__BRIEF__: The expected answer is all of the entries, written out exactly.

__Stored items__:
==================================================

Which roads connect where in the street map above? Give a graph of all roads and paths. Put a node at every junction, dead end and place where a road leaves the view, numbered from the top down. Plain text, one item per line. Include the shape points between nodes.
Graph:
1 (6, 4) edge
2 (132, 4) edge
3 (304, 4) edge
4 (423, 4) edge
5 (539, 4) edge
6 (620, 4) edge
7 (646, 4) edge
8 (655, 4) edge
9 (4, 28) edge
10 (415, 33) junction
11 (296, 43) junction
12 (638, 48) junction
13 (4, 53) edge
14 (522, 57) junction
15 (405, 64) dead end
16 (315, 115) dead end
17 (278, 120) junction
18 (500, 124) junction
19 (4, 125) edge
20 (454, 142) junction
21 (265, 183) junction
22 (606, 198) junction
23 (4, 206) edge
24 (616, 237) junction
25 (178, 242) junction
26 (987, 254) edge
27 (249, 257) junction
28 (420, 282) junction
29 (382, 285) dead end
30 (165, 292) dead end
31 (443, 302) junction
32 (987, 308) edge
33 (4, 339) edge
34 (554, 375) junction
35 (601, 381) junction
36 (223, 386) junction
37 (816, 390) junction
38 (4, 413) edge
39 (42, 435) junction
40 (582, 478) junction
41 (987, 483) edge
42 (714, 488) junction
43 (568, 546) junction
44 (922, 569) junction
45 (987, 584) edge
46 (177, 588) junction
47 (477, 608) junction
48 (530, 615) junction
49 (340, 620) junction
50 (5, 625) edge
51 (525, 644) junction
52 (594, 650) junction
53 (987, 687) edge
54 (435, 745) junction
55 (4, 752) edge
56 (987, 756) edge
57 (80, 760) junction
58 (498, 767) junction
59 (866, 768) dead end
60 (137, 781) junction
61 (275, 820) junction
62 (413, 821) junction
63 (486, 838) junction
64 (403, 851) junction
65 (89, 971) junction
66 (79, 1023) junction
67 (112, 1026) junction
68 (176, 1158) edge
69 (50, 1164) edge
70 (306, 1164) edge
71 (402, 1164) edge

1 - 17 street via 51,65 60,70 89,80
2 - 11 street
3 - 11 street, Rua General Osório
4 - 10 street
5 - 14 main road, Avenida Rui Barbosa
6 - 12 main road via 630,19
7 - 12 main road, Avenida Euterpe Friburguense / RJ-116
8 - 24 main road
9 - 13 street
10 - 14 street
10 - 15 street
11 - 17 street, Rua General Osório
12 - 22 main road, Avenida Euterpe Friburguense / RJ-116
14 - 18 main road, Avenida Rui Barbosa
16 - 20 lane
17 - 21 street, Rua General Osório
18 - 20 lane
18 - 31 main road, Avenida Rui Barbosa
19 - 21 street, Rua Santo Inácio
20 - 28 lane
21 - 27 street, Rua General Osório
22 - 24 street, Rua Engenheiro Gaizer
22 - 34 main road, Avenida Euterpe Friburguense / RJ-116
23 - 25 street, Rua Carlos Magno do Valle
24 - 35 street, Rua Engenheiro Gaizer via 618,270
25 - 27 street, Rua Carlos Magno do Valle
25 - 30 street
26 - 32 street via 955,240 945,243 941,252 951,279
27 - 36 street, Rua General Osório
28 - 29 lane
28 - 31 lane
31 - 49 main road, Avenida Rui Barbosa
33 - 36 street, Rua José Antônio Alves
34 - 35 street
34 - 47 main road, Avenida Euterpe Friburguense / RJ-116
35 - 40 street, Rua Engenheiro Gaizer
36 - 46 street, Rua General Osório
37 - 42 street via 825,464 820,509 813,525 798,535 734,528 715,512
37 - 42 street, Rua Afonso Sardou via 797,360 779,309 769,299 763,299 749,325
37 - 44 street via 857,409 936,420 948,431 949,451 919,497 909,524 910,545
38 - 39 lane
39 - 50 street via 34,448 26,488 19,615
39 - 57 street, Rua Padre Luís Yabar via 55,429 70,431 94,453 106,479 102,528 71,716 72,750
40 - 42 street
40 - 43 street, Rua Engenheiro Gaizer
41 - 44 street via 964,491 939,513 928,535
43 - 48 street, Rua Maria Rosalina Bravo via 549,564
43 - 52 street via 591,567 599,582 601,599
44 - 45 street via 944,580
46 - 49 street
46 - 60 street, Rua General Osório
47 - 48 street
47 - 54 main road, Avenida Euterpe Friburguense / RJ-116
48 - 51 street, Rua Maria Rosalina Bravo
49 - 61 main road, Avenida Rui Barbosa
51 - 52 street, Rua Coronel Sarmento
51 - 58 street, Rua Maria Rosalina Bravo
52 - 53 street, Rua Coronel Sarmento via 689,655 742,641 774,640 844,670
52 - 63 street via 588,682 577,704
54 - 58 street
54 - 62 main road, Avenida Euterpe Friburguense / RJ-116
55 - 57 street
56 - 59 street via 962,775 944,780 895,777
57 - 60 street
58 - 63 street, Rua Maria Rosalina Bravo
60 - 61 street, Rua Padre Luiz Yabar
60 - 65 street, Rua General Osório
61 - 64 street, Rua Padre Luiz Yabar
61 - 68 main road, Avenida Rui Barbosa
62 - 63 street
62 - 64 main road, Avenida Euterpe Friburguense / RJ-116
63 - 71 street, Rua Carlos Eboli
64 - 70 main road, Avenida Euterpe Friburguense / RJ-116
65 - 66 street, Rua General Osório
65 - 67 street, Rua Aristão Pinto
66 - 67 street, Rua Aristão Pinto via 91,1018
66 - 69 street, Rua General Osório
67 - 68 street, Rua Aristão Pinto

==================================================

__COMPLETED TASK__:
Which roads connect where in the street map above? Give a graph of all roads and paths. Put a node at every junction, dead end and place where a road leaves the view, numbered from the top down. Plain text, one item per line. Include the shape points between nodes.
Graph:
1 (6, 4) edge
2 (132, 4) edge
3 (304, 4) edge
4 (423, 4) edge
5 (539, 4) edge
6 (620, 4) edge
7 (646, 4) edge
8 (655, 4) edge
9 (4, 28) edge
10 (415, 33) junction
11 (296, 43) junction
12 (638, 48) junction
13 (4, 53) edge
14 (522, 57) junction
15 (405, 64) dead end
16 (315, 115) dead end
17 (278, 120) junction
18 (500, 124) junction
19 (4, 125) edge
20 (454, 142) junction
21 (265, 183) junction
22 (606, 198) junction
23 (4, 206) edge
24 (616, 237) junction
25 (178, 242) junction
26 (987, 254) edge
27 (249, 257) junction
28 (420, 282) junction
29 (382, 285) dead end
30 (165, 292) dead end
31 (443, 302) junction
32 (987, 308) edge
33 (4, 339) edge
34 (554, 375) junction
35 (601, 381) junction
36 (223, 386) junction
37 (816, 390) junction
38 (4, 413) edge
39 (42, 435) junction
40 (582, 478) junction
41 (987, 483) edge
42 (714, 488) junction
43 (568, 546) junction
44 (922, 569) junction
45 (987, 584) edge
46 (177, 588) junction
47 (477, 608) junction
48 (530, 615) junction
49 (340, 620) junction
50 (5, 625) edge
51 (525, 644) junction
52 (594, 650) junction
53 (987, 687) edge
54 (435, 745) junction
55 (4, 752) edge
56 (987, 756) edge
57 (80, 760) junction
58 (498, 767) junction
59 (866, 768) dead end
60 (137, 781) junction
61 (275, 820) junction
62 (413, 821) junction
63 (486, 838) junction
64 (403, 851) junction
65 (89, 971) junction
66 (79, 1023) junction
67 (112, 1026) junction
68 (176, 1158) edge
69 (50, 1164) edge
70 (306, 1164) edge
71 (402, 1164) edge

1 - 17 street via 51,65 60,70 89,80
2 - 11 street
3 - 11 street, Rua General Osório
4 - 10 street
5 - 14 main road, Avenida Rui Barbosa
6 - 12 main road via 630,19
7 - 12 main road, Avenida Euterpe Friburguense / RJ-116
8 - 24 main road
9 - 13 street
10 - 14 street
10 - 15 street
11 - 17 street, Rua General Osório
12 - 22 main road, Avenida Euterpe Friburguense / RJ-116
14 - 18 main road, Avenida Rui Barbosa
16 - 20 lane
17 - 21 street, Rua General Osório
18 - 20 lane
18 - 31 main road, Avenida Rui Barbosa
19 - 21 street, Rua Santo Inácio
20 - 28 lane
21 - 27 street, Rua General Osório
22 - 24 street, Rua Engenheiro Gaizer
22 - 34 main road, Avenida Euterpe Friburguense / RJ-116
23 - 25 street, Rua Carlos Magno do Valle
24 - 35 street, Rua Engenheiro Gaizer via 618,270
25 - 27 street, Rua Carlos Magno do Valle
25 - 30 street
26 - 32 street via 955,240 945,243 941,252 951,279
27 - 36 street, Rua General Osório
28 - 29 lane
28 - 31 lane
31 - 49 main road, Avenida Rui Barbosa
33 - 36 street, Rua José Antônio Alves
34 - 35 street
34 - 47 main road, Avenida Euterpe Friburguense / RJ-116
35 - 40 street, Rua Engenheiro Gaizer
36 - 46 street, Rua General Osório
37 - 42 street via 825,464 820,509 813,525 798,535 734,528 715,512
37 - 42 street, Rua Afonso Sardou via 797,360 779,309 769,299 763,299 749,325
37 - 44 street via 857,409 936,420 948,431 949,451 919,497 909,524 910,545
38 - 39 lane
39 - 50 street via 34,448 26,488 19,615
39 - 57 street, Rua Padre Luís Yabar via 55,429 70,431 94,453 106,479 102,528 71,716 72,750
40 - 42 street
40 - 43 street, Rua Engenheiro Gaizer
41 - 44 street via 964,491 939,513 928,535
43 - 48 street, Rua Maria Rosalina Bravo via 549,564
43 - 52 street via 591,567 599,582 601,599
44 - 45 street via 944,580
46 - 49 street
46 - 60 street, Rua General Osório
47 - 48 street
47 - 54 main road, Avenida Euterpe Friburguense / RJ-116
48 - 51 street, Rua Maria Rosalina Bravo
49 - 61 main road, Avenida Rui Barbosa
51 - 52 street, Rua Coronel Sarmento
51 - 58 street, Rua Maria Rosalina Bravo
52 - 53 street, Rua Coronel Sarmento via 689,655 742,641 774,640 844,670
52 - 63 street via 588,682 577,704
54 - 58 street
54 - 62 main road, Avenida Euterpe Friburguense / RJ-116
55 - 57 street
56 - 59 street via 962,775 944,780 895,777
57 - 60 street
58 - 63 street, Rua Maria Rosalina Bravo
60 - 61 street, Rua Padre Luiz Yabar
60 - 65 street, Rua General Osório
61 - 64 street, Rua Padre Luiz Yabar
61 - 68 main road, Avenida Rui Barbosa
62 - 63 street
62 - 64 main road, Avenida Euterpe Friburguense / RJ-116
63 - 71 street, Rua Carlos Eboli
64 - 70 main road, Avenida Euterpe Friburguense / RJ-116
65 - 66 street, Rua General Osório
65 - 67 street, Rua Aristão Pinto
66 - 67 street, Rua Aristão Pinto via 91,1018
66 - 69 street, Rua General Osório
67 - 68 street, Rua Aristão Pinto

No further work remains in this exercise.